Good afternoon Board of Directors my name is Brandi Renfro and I will be discussing Smart Boards and their positive influence in the classroom.
Smart Boards are needed in the classroom because they provide students with an interactive, hands on experience. Students in today’s society need a more interactive experience in order to fully become involved in the learning process. Neal Starkman discussed in his article “The Wonders of Interactive WHITEBOARDS” the positive experience with the use of whiteboards at Lambton Kent School District. He found that the use of Smart Boards allowed for more student engagement and allowed the teacher to bring more creativity in the classroom. Benjamin Hazzard was quoted as saying that the credit for increased student engagement and creativity “ isn’t about the boards; it’s about the learning that is happening. The boards are a conduit to the curriculum”.

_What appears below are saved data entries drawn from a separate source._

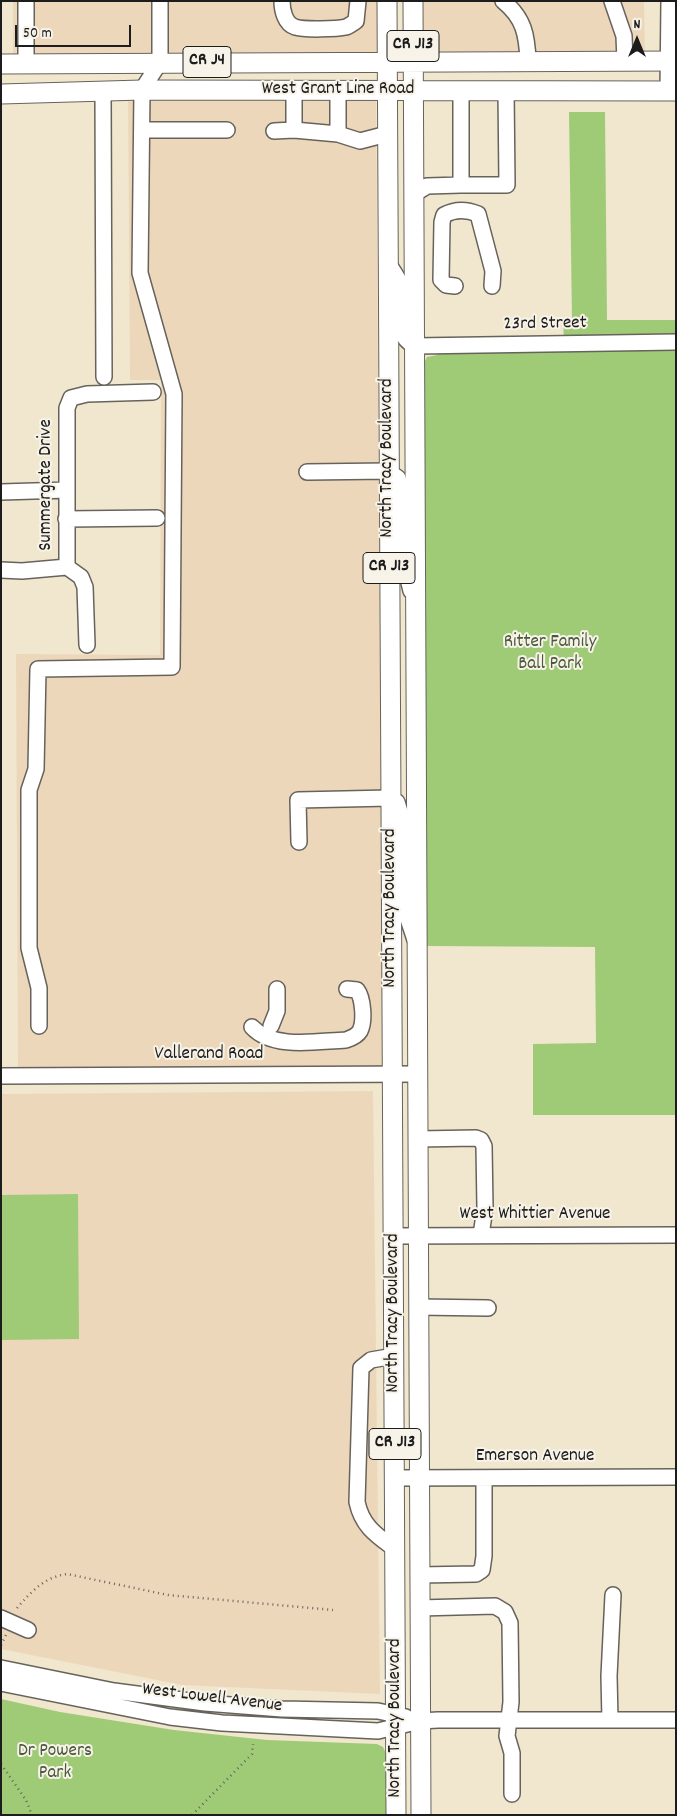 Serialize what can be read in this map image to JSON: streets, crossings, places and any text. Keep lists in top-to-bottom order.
{
  "streets": {
    "main road": [
      "CR J13",
      "CR J4",
      "West Grant Line Road",
      "North Tracy Boulevard"
    ],
    "street": [
      "23rd Street",
      "Summergate Drive",
      "Vallerand Road",
      "West Whittier Avenue",
      "Emerson Avenue",
      "West Lowell Avenue"
    ]
  },
  "crossings": [
    ["West Grant Line Road", "North Tracy Boulevard"],
    ["23rd Street", "North Tracy Boulevard"],
    ["North Tracy Boulevard", "Vallerand Road"],
    ["North Tracy Boulevard", "West Whittier Avenue"],
    ["North Tracy Boulevard", "Emerson Avenue"],
    ["North Tracy Boulevard", "West Lowell Avenue"]
  ],
  "parks": ["Ritter Family Ball Park", "Dr Powers Park"],
  "scale_bar": "50 m",
  "north": "top"
}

There has been increased interest in the effectiveness and usefulness of Smart Boards in the classroom. Due to this more research studies have been conducted. Linda Mechling, David Gast and Kristin Krupa conducted a research study in which they observed the effectiveness of Smart Boards on teaching sight word reading to students with moderate intellectual disabilities. Results from the study showed that the use of Smart Boards had a positive effect on those students that used the Smart Board to learn about sight words. The authors noted that the “results support the large screen for delivering target information and learning of other students’ information by making images more visible and increasing attention to the task”. Russel Kealey also noted in his article “Some initial thoughts on using a SMART BOARD in the media classroom” that there are many uses for the SMART BOARD in the classroom. One benefit is that all class notes are record, so it is easier to recap previous lessons. Another benefit is that the interactivity allows students to participate in class activities and build upon their knowledge base.
SMART BOARD was developed by SMART technologies in 1991, under the guidance of David Martin and Nancy Knowlton. They merged with Intel Corporation in 1992 which helped to grow the company financially. Growth was relatively slow until the early 2000’s because of early teacher resistance and school funding issues.

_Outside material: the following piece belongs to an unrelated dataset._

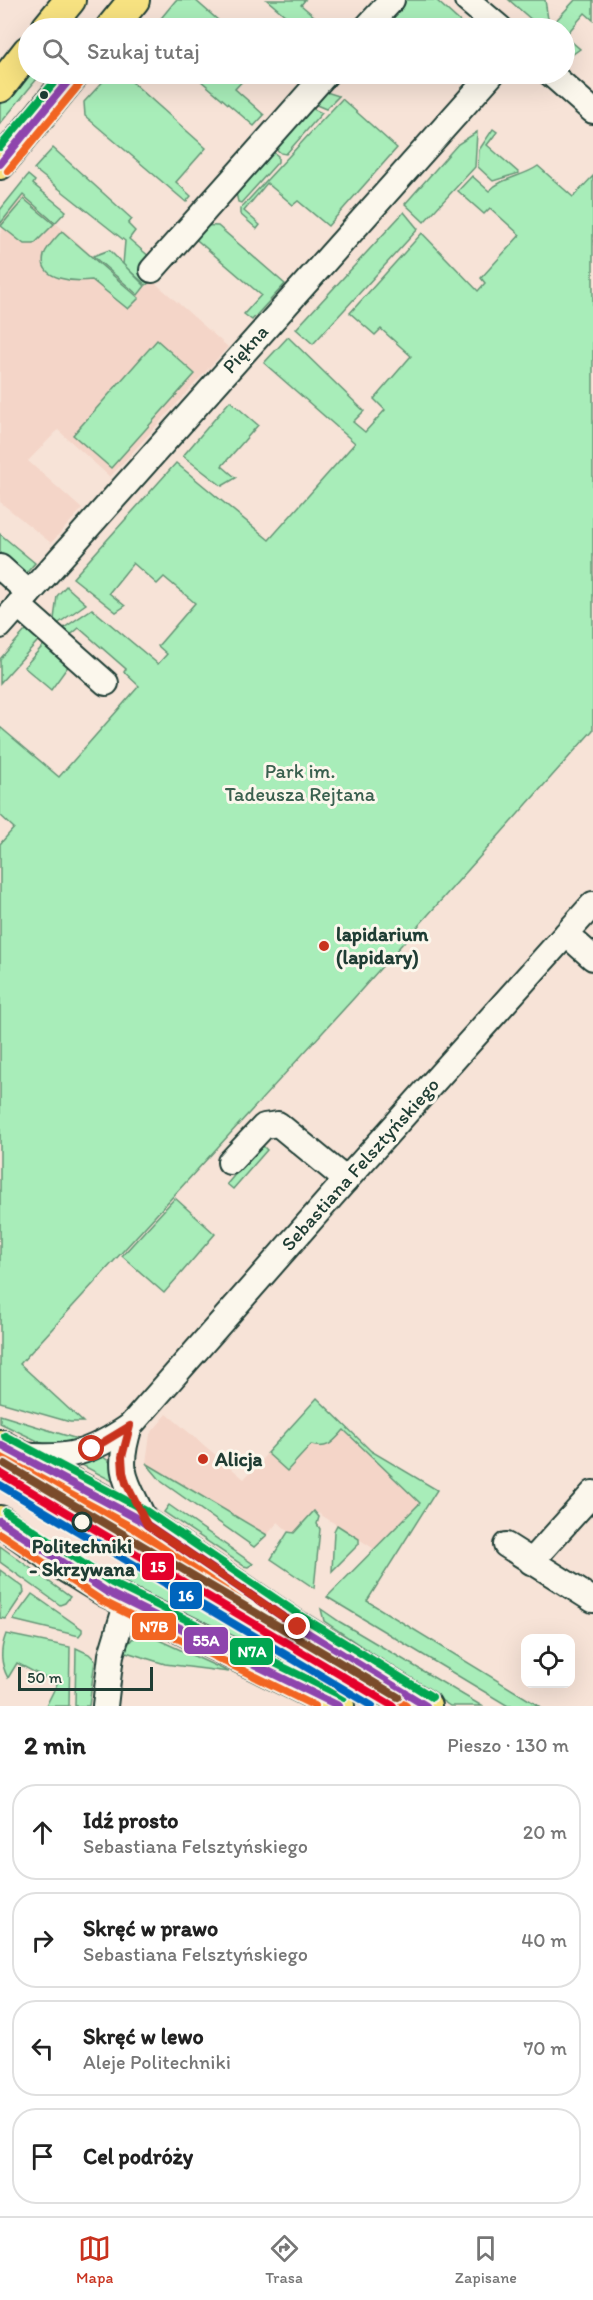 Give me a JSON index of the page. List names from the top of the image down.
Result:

So how can this innovation be marketed? Increased marketability can be gained through professional development workshops and training courses. Also, testimonials from educators will show the positive effects of the SMART BOARD and increase marketability.
So this leads us to the innovation decision process timeline. There were a few monumental events that lead to the growth and success of this innovation. The first event occurred in 1991 when SMART Technologies designed its first interactive white board. In 1992, they formed an alliance with Intel Corporation. They also introduced the rear projection SMART BOARD in 1992. Starting in 1998 the company began to add various software that enhanced the SMART BOARD experience. Some of the software was the information management software, the SMART Notebook 2.0 and the SMART recorder.
SMART BOARDS have continued to gain popularity since their implementation in 1991. They have steadily increased in popularity since the early 2000’s. This is mainly attributed to the increased need for more technology in the classroom. The S curve above shows the increased popularity of the SMART BOARDS in years.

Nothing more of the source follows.